Genetic-Algorithm-Assisted Self-Scheduled Multidelay PIR Control: Experiments in a Car-Like Vehicle System.

Abstract

The path-tracking control of an intelligent vehicle always suffers from the high-frequency measurement noises. To confront this issue, this work puts forward a novel delayed output-feedback implementation of proportional-integral-derivation (PID) control, which is called multidelay proportional-integral-retarded (PIR) control. The mathematical model of the vehicle system is represented in the form of a linear parameter-varying (LPV) system, which uses the car position as the scheduling variable for regulation.

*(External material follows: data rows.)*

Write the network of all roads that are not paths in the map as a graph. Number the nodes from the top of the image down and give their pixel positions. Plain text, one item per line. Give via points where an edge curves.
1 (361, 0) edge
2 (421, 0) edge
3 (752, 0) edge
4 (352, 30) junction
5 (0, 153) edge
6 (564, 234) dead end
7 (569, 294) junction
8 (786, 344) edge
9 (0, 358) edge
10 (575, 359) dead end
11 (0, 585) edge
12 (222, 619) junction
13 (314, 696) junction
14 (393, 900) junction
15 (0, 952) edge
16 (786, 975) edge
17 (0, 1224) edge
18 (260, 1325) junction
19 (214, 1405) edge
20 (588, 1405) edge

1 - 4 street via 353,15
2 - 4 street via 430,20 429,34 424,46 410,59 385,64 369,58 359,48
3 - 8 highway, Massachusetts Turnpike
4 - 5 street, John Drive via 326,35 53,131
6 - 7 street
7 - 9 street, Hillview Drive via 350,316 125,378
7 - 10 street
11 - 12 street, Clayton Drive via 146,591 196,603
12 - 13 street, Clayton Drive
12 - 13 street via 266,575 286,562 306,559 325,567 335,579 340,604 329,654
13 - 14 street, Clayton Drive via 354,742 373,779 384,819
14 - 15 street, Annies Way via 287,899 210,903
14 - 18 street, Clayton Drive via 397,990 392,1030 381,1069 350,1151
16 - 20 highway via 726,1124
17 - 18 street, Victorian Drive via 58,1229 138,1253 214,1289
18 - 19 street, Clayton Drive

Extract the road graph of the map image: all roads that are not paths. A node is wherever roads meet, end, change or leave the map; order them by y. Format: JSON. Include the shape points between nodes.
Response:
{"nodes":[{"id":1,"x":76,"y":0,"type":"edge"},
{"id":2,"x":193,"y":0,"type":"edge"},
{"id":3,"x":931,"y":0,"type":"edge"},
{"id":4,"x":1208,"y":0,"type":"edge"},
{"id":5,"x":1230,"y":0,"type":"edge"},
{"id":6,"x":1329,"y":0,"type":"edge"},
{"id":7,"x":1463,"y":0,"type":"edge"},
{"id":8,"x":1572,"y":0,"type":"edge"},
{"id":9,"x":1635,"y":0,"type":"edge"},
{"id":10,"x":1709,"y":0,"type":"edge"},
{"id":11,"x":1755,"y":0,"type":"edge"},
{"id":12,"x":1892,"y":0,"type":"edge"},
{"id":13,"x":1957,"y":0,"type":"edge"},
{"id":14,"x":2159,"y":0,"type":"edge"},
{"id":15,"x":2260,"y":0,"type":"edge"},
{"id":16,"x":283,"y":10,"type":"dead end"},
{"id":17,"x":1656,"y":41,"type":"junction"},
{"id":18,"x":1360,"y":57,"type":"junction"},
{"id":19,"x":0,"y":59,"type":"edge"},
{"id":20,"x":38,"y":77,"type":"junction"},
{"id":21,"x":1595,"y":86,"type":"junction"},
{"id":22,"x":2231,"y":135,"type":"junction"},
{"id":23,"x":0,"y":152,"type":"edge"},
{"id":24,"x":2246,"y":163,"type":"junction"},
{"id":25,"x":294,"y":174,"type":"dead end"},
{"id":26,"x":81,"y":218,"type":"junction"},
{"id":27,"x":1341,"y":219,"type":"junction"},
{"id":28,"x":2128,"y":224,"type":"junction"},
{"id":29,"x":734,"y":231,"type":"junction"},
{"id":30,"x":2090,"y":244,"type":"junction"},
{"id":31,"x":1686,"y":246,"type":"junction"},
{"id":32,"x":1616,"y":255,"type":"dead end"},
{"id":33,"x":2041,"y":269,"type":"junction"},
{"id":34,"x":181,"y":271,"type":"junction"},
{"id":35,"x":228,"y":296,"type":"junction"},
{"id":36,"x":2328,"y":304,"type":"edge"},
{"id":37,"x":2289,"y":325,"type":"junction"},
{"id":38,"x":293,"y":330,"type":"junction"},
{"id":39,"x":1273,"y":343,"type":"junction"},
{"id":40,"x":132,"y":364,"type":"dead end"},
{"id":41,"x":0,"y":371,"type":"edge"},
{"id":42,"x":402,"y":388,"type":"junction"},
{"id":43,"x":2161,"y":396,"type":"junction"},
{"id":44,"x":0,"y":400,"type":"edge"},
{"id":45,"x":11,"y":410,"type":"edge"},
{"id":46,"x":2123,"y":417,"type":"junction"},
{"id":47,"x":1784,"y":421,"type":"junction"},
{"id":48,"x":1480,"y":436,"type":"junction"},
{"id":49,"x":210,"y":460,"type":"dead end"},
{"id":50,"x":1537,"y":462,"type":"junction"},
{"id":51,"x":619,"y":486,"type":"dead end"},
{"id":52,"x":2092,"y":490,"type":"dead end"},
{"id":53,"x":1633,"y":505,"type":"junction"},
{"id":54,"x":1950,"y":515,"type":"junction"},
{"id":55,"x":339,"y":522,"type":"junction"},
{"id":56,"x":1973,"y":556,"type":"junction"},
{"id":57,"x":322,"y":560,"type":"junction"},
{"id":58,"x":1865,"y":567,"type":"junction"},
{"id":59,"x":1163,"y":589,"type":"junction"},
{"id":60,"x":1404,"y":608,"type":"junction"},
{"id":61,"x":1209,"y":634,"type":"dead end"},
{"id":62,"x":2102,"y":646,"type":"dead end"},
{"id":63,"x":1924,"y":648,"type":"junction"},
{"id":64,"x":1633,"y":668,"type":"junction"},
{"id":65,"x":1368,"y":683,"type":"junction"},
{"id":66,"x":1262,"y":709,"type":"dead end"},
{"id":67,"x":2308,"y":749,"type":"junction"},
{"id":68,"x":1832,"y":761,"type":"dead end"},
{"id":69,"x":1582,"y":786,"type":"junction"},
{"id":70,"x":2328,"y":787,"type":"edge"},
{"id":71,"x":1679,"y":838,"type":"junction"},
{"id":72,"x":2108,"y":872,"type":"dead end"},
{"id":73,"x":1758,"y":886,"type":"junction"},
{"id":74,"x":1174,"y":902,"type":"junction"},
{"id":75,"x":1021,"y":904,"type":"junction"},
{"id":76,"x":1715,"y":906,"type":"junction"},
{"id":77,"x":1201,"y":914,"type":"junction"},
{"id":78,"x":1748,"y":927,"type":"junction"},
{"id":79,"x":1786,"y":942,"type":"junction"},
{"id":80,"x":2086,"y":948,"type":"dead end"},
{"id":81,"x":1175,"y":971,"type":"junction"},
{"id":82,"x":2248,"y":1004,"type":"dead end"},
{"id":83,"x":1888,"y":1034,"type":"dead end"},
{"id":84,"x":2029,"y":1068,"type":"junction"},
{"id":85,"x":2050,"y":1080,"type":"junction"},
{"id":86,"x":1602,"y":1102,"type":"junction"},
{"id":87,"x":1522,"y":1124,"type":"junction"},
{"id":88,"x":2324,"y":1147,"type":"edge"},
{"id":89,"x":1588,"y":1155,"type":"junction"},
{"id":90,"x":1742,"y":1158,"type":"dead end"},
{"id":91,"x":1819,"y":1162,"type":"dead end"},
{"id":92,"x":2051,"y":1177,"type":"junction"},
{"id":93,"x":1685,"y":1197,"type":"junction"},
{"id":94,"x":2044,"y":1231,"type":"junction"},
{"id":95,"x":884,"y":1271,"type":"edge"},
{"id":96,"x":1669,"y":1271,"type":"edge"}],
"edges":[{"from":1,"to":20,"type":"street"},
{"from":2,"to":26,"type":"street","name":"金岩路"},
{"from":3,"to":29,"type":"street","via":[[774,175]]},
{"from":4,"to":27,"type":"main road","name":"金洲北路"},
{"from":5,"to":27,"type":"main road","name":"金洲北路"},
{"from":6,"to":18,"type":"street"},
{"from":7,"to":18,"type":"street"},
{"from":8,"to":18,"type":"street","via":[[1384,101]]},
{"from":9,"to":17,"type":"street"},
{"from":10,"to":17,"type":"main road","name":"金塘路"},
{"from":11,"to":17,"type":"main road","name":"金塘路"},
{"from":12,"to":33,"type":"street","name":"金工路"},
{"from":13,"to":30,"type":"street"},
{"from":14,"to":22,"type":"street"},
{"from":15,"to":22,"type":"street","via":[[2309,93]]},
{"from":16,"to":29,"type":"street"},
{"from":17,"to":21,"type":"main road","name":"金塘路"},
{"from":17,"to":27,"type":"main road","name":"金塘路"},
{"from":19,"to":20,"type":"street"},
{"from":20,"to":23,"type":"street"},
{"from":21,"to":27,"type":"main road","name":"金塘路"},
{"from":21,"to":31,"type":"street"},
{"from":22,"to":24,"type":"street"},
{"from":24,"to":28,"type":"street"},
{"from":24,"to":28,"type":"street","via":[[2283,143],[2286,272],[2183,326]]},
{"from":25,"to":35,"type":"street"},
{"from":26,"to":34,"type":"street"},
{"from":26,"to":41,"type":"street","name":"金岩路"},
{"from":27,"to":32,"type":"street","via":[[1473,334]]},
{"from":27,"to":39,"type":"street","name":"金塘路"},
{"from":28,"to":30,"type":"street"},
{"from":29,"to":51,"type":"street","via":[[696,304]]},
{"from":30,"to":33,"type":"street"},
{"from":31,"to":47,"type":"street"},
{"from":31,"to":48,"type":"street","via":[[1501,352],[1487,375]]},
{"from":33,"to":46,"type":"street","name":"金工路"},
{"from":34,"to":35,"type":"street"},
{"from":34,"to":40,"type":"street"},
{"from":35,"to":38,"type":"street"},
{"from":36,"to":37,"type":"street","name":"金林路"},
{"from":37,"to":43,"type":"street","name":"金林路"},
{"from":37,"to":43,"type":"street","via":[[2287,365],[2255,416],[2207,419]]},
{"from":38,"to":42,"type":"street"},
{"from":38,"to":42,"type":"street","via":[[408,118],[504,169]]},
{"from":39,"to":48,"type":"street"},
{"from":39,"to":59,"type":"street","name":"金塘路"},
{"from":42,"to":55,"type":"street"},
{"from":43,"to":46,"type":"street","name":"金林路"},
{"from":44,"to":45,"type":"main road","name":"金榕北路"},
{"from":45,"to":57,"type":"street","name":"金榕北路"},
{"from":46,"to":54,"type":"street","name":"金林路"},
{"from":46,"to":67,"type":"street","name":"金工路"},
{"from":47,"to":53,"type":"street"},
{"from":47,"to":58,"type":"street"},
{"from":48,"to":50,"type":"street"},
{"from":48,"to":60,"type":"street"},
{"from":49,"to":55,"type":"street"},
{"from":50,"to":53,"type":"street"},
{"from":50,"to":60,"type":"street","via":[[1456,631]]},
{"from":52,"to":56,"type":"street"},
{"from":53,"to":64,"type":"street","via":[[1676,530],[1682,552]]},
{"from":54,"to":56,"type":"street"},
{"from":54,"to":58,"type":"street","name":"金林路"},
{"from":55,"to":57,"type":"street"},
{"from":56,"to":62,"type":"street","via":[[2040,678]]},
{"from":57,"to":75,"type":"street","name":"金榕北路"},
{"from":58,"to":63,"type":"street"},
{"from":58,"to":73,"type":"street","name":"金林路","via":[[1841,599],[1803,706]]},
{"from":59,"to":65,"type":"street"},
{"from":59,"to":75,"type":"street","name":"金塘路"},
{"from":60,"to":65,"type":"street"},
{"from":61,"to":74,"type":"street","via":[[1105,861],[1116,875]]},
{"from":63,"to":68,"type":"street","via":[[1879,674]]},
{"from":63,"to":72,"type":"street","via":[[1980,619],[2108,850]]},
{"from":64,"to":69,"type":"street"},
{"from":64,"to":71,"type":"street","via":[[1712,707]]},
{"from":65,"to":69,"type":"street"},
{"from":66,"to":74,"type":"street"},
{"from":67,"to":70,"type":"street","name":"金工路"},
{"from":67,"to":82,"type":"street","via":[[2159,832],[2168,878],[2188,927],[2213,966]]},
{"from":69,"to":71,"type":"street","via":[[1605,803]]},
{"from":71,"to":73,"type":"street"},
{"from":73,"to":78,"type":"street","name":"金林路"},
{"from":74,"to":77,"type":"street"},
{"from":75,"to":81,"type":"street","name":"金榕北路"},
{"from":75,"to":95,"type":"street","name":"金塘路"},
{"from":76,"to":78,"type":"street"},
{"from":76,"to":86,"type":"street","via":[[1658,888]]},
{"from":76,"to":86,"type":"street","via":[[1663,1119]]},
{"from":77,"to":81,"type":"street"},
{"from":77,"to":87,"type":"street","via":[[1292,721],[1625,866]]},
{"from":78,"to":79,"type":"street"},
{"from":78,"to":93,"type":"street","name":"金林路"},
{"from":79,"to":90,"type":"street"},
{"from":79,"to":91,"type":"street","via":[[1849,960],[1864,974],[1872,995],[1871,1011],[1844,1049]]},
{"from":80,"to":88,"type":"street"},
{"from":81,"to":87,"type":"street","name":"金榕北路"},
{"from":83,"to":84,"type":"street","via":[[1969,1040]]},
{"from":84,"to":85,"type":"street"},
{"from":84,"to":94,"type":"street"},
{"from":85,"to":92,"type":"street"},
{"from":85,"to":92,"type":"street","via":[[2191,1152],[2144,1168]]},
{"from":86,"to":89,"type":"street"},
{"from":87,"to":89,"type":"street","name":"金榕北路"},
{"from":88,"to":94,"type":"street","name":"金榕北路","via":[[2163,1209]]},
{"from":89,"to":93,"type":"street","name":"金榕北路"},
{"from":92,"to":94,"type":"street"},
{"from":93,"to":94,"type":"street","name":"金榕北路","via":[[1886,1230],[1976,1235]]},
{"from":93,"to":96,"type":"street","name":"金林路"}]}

On this basis, the multidelay PIR controller is designed such that the tracking errors gradually converge to zero with the aid of the proportional and integral actions, and the harmful high-frequency measurement noises are attenuated by the retarded term consisting of a few delayed proportional actions. To tune the PIR controller parameters, linear matrix inequalities (LMIs), derived by applying Taylor's expansion to the retarded term, are used to compute the convex subcontroller gains. Then, the self-scheduled tracking controller is formulated as the weighted sum of convex subcontrollers, and the weight functions scheduled by the current position are adaptive to the different operational conditions. Experiments in real time using a laboratory car-like vehicle are employed to assess the performance of the proposed controller.